In which of the following equilibria, K_p and K_e are NOT equal?

• A. PCl₅(g) ⇌ PCl₃(g) + Cl₂(g)
• B. H₂(g)+I₂(g) ⇌ 2HI(g)
• C. CO(g) +H₂O(g) ⇌ CO₂(g) +H₂(g)
• D. 2BrCl(g) ⇌ Br₂(g) + Cl₂(g)

Answer 1

The Correct Option is A

Step 1: Relationship Between \( K_p \) and \( K_c \) 

The equilibrium constant \( K_p \) is expressed in terms of partial pressures, and \( K_c \) is expressed in terms of concentrations. They are related by the following equation:

$$ K_p = K_c \left( RT \right)^{\Delta n} $$

• \( R \) is the gas constant.
• \( T \) is the temperature in Kelvin.
• \( \Delta n \) is the change in the number of moles of gas between products and reactants.

Step 2: Condition for \( K_p \) and \( K_c \) to be Equal

For \( K_p \) and \( K_c \) to be equal, \( \Delta n \) must be zero. This means that the number of moles of gas on both sides of the reaction must be the same.

Step 3: Analyze Each Option

Option 1: \( H_2(g) + I_2(g) \rightleftharpoons 2HI(g) \)
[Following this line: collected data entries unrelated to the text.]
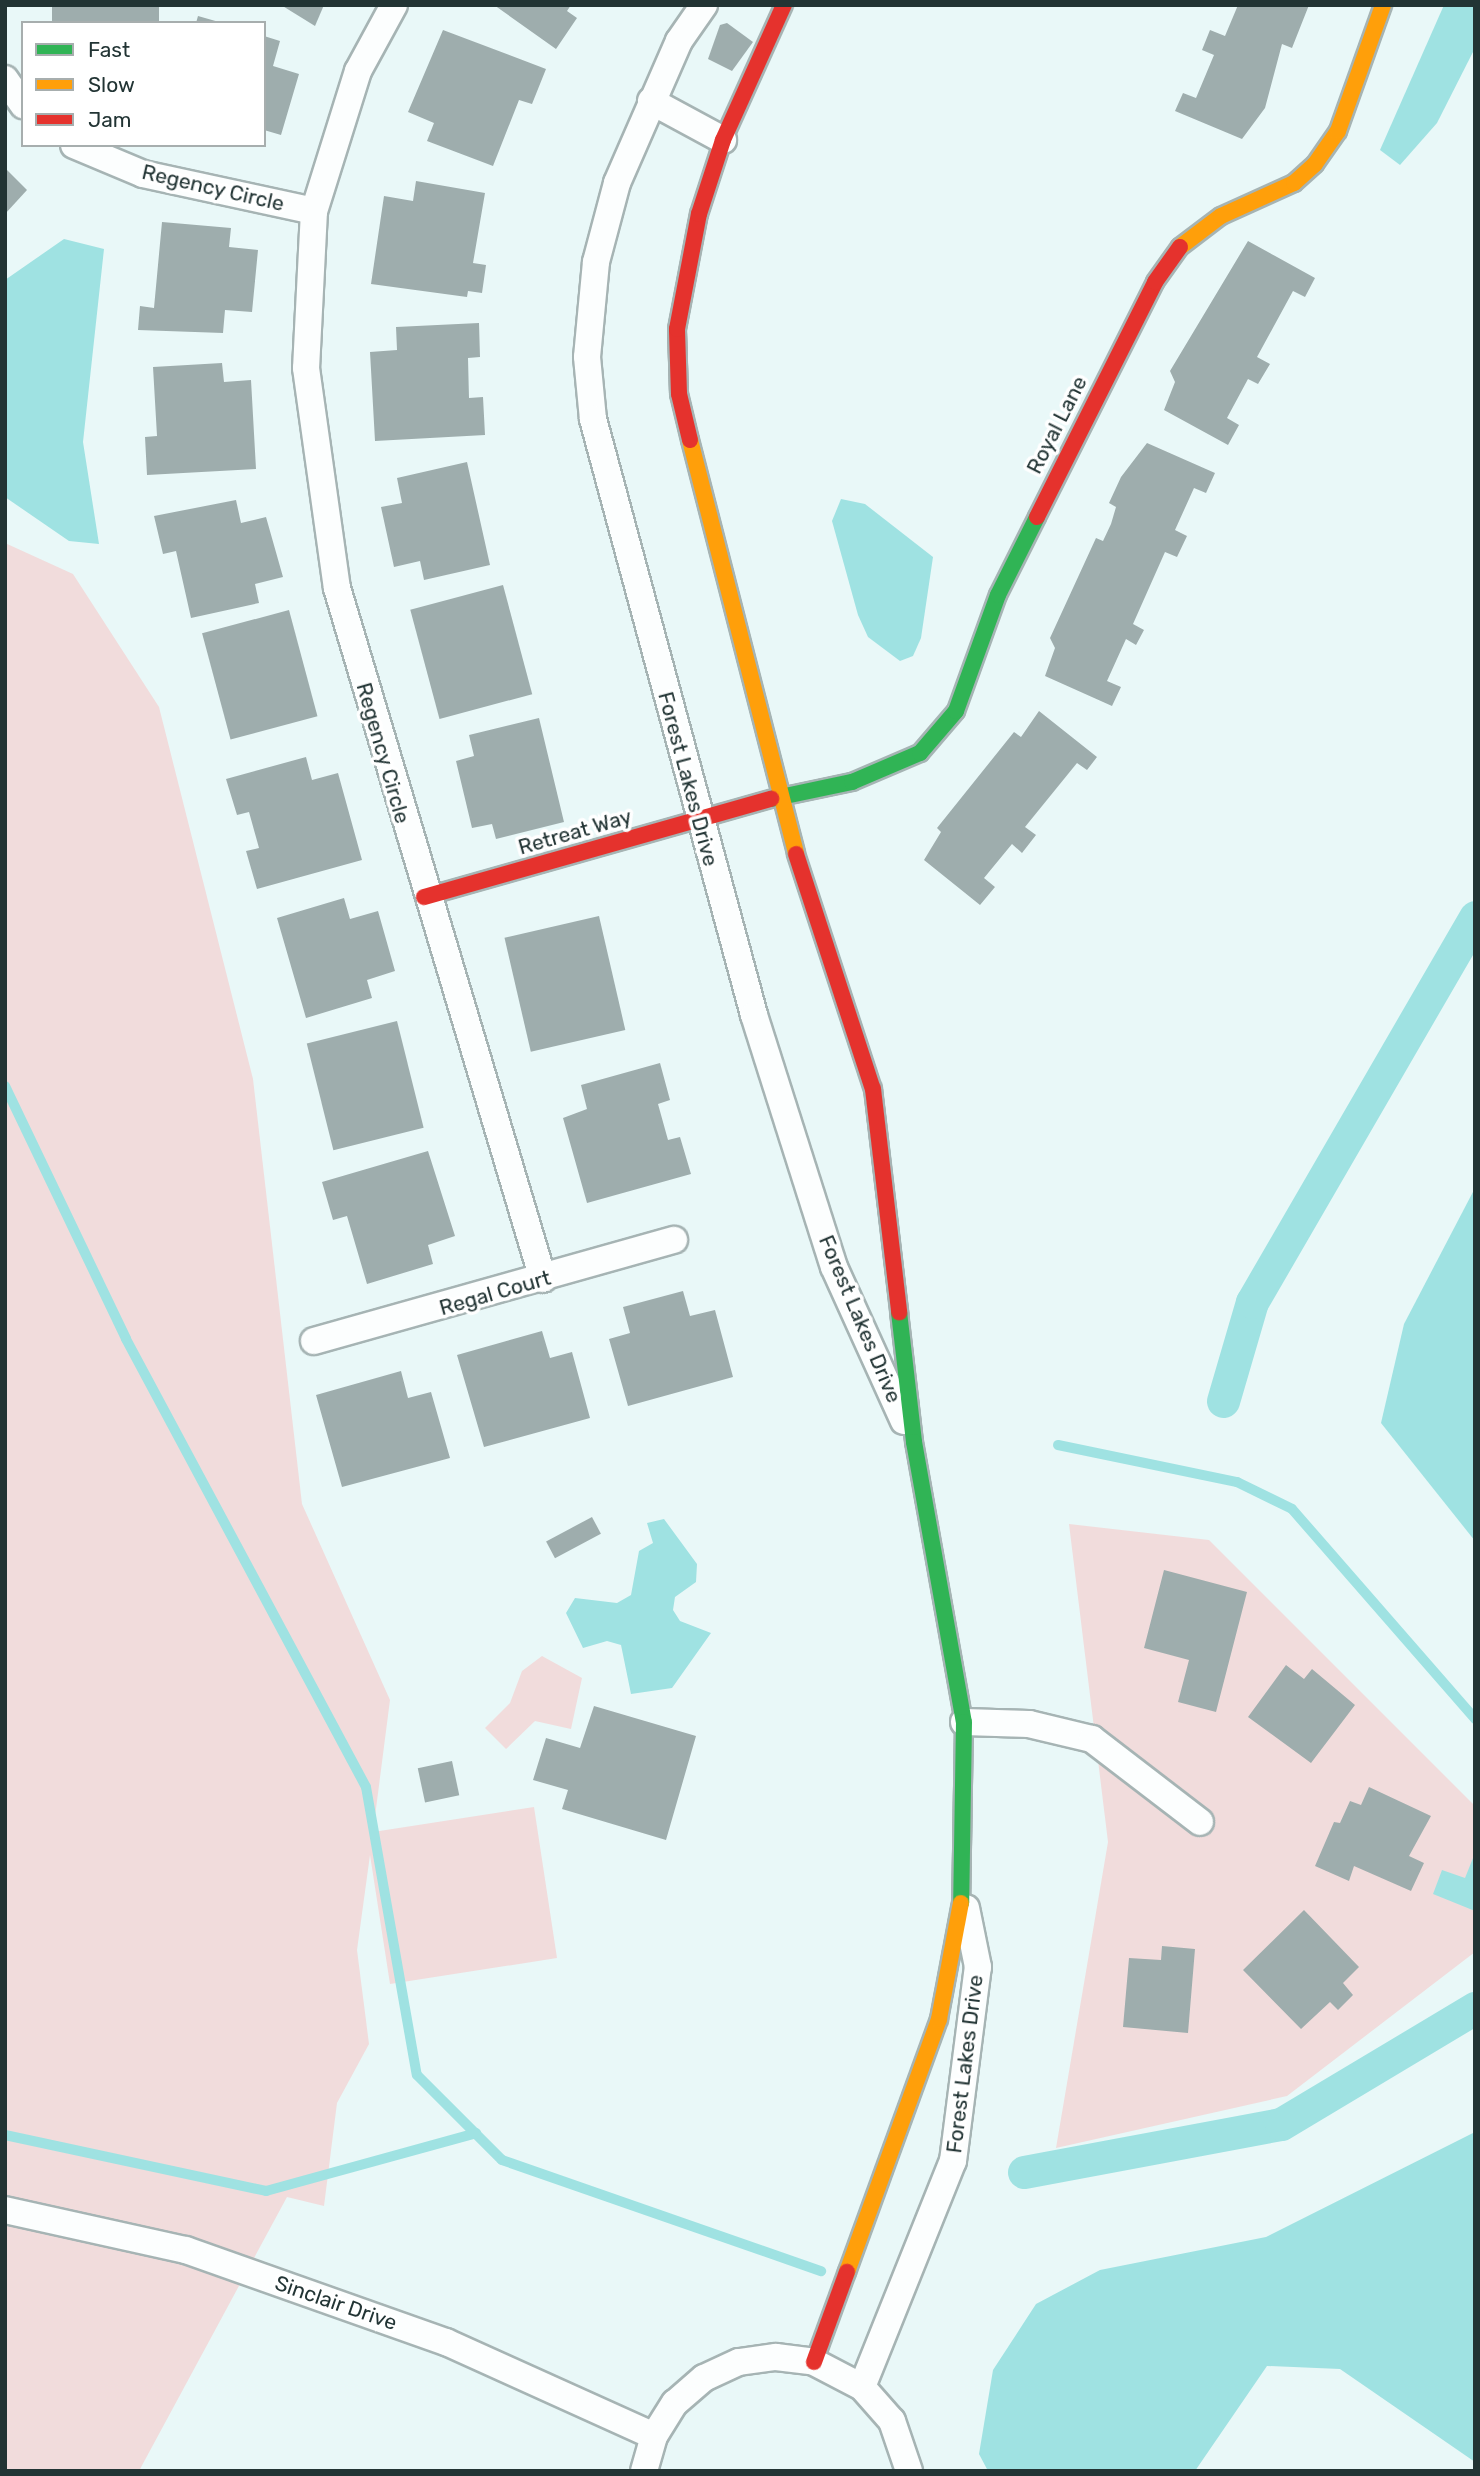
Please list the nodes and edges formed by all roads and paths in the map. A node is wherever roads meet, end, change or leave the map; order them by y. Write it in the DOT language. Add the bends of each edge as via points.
graph roads {
  1 [pos="394,5"];
  2 [pos="704,5"];
  3 [pos="784,5"];
  4 [pos="1383,5"];
  5 [pos="5,79"];
  6 [pos="651,101"];
  7 [pos="21,102"];
  8 [pos="723,140"];
  9 [pos="79,147"];
  10 [pos="314,211"];
  11 [pos="777,796"];
  12 [pos="737,806"];
  13 [pos="699,818"];
  14 [pos="424,897"];
  15 [pos="674,1240"];
  16 [pos="543,1279"];
  17 [pos="314,1341"];
  18 [pos="914,1442"];
  19 [pos="964,1722"];
  20 [pos="1200,1822"];
  21 [pos="963,1893"];
  22 [pos="5,2210"];
  23 [pos="814,2362"];
  24 [pos="862,2387"];
  25 [pos="654,2436"];
  26 [pos="644,2471"];
  27 [pos="909,2471"];
  1 -- 10 [label="street, Regency Circle" via="358,71"];
  2 -- 6 [label="street, Forest Lakes Drive" via="679,41"];
  3 -- 8 [label="street, Forest Lakes Drive"];
  4 -- 11 [label="street, Royal Lane" via="1338,131 1315,164 1294,183 1222,216 1183,243 1155,282 998,595 956,711 920,753 852,782"];
  5 -- 7 [label="street"];
  6 -- 8 [label="street"];
  6 -- 13 [label="street, Forest Lakes Drive" via="617,183 596,262 587,357 610,495"];
  8 -- 11 [label="street, Forest Lakes Drive" via="685,270 677,329 679,394"];
  9 -- 10 [label="street, Regency Circle" via="143,174"];
  10 -- 14 [label="street, Regency Circle" via="306,368 337,588"];
  11 -- 12 [label="street, Royal Lane"];
  11 -- 18 [label="street, Forest Lakes Drive" via="873,1089"];
  12 -- 13 [label="street, Retreat Way"];
  13 -- 14 [label="street, Retreat Way"];
  13 -- 18 [label="street, Forest Lakes Drive" via="834,1267"];
  14 -- 16 [label="street, Regency Circle"];
  15 -- 16 [label="street, Regal Court"];
  16 -- 17 [label="street, Regal Court"];
  18 -- 19 [label="street, Forest Lakes Drive"];
  19 -- 20 [label="street" via="1030,1724 1091,1739"];
  19 -- 21 [label="street, Forest Lakes Drive"];
  21 -- 23 [label="street, Forest Lakes Drive" via="939,2019"];
  21 -- 24 [label="street, Forest Lakes Drive" via="978,1967 953,2161"];
  22 -- 25 [label="street, Sinclair Drive" via="186,2250 446,2342"];
  23 -- 24 [label="street"];
  23 -- 25 [label="street" via="776,2357 738,2362 684,2395"];
  24 -- 27 [label="street" via="892,2421"];
  25 -- 26 [label="street"];
}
• Here, \( \Delta n = 2 - (1 + 1) = 0 \).
• So, \( K_p = K_c \).

Option 2: \( CO(g) + H_2O(g) \rightleftharpoons CO_2(g) + H_2(g) \)

• Here, \( \Delta n = 1 + 1 - 1 - 1 = 0 \).
• So, \( K_p = K_c \).

Option 3: \( 2BrCl(g) \rightleftharpoons Br_2(g) + Cl_2(g) \)

• Here, \( \Delta n = 2 - 2 = 0 \).
• So, \( K_p = K_c \).

Option 4: \( PCl_5(g) \rightleftharpoons PCl_3(g) + Cl_2(g) \)

• Here, \( \Delta n = 2 - 1 = 1 \).
• So, \( K_p \neq K_c \).

Step 4: Conclusion

The correct answer is:

Option (1): \( PCl_5(g) \rightleftharpoons PCl_3(g) + Cl_2(g) \), as \( K_p \neq K_c \).